For my Protestant brethren, it seems many prefer the latter definition--and in part, I agree with it myself. Tradition is, in ways, a product of the life of the Church. But Tradition is itself also the very heart of the Church because it is the life of the Holy Spirit in the Church. Another paradox it seems....
If tradition (and thus the Church) is to be judged or rejected (or modified) by us, then in what way should we go about doing that? How does that square with the admonition found in 2 Thess. 2:15? Can we possibly judge or modify what has been passed down at all without already having acquired the "mind of Christ"? How do we know that the new definitions, creeds, doctrines, practices etc are themselves of God?
One thing that continues to elude many is this: To say that Holy Tradition and the "one, holy, catholic, and apostolic Church" has and contains "the fullness of the faith delivered once to the saints" (June 3) is not hubris! To admit the truth in no way necessitates pride and arrogance! Consider the following statements: "fire burns" or "my car needs gasoline to run" or "human beings need water to live." Submitting to these truths (or "structures"--my Protestant friends seem to love this word!) in no way limits my freedom! If anything it makes me more free, because it makes me better able to live according to reality.

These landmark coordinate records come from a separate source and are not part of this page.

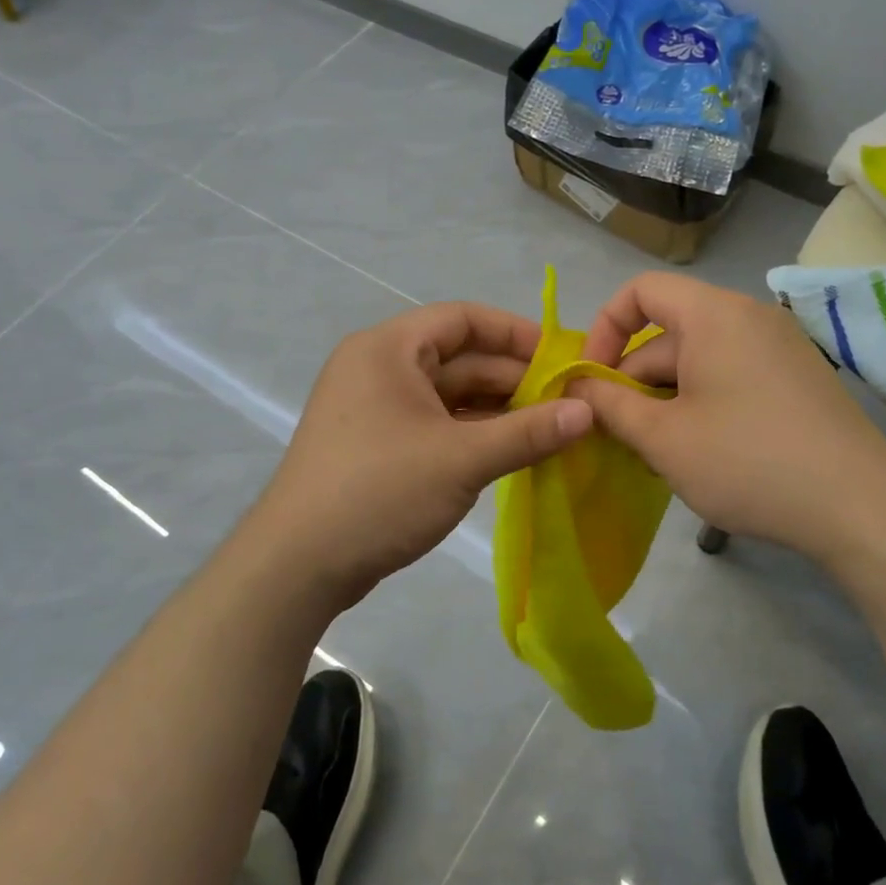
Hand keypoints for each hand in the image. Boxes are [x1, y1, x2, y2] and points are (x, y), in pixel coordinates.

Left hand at [245, 301, 593, 607]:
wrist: (298, 565)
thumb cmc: (379, 492)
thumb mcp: (461, 459)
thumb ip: (528, 433)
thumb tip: (588, 412)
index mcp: (389, 349)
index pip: (462, 319)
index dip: (516, 333)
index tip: (562, 357)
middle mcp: (379, 367)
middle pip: (459, 358)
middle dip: (513, 379)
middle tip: (568, 402)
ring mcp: (376, 408)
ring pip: (449, 395)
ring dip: (498, 410)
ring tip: (551, 428)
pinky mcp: (378, 444)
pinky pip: (436, 423)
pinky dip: (473, 433)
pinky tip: (513, 450)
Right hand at [566, 273, 885, 560]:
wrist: (861, 509)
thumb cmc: (747, 462)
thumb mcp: (663, 437)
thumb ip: (610, 404)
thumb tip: (578, 386)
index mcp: (713, 314)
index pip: (640, 290)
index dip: (604, 329)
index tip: (592, 381)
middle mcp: (749, 317)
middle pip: (668, 333)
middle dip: (634, 380)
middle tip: (617, 436)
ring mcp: (779, 348)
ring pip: (699, 360)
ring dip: (665, 399)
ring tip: (656, 454)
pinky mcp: (797, 379)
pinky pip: (731, 376)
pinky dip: (701, 404)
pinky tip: (699, 453)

To choose unreality and falsehood against truth is the very definition of the word heresy--"choosing" in Greek. The cruelty of heresy is this: it limits and destroys true freedom because it panders to sin and to our fallen human nature by making us think we can choose something other than the Tradition and the Church that has been handed down. However the paradox here is written about so clearly by St. John Chrysostom when he says:
"If we hold the dogma [of Tradition and the Church] and give no thought to our conduct, we shall find this of no use; and also if we give thought to our conduct and neglect the dogma, we shall receive nothing useful to our salvation. If we wish to be delivered from Gehenna and obtain the Kingdom, we must be adorned from both sides; with both true Faith and uprightness of life."
So in a sense, it is neither enough to be a Pharisee, with the fullness of truth; nor is it enough to be a Samaritan, with "good works" and fruit and zeal, but no truth.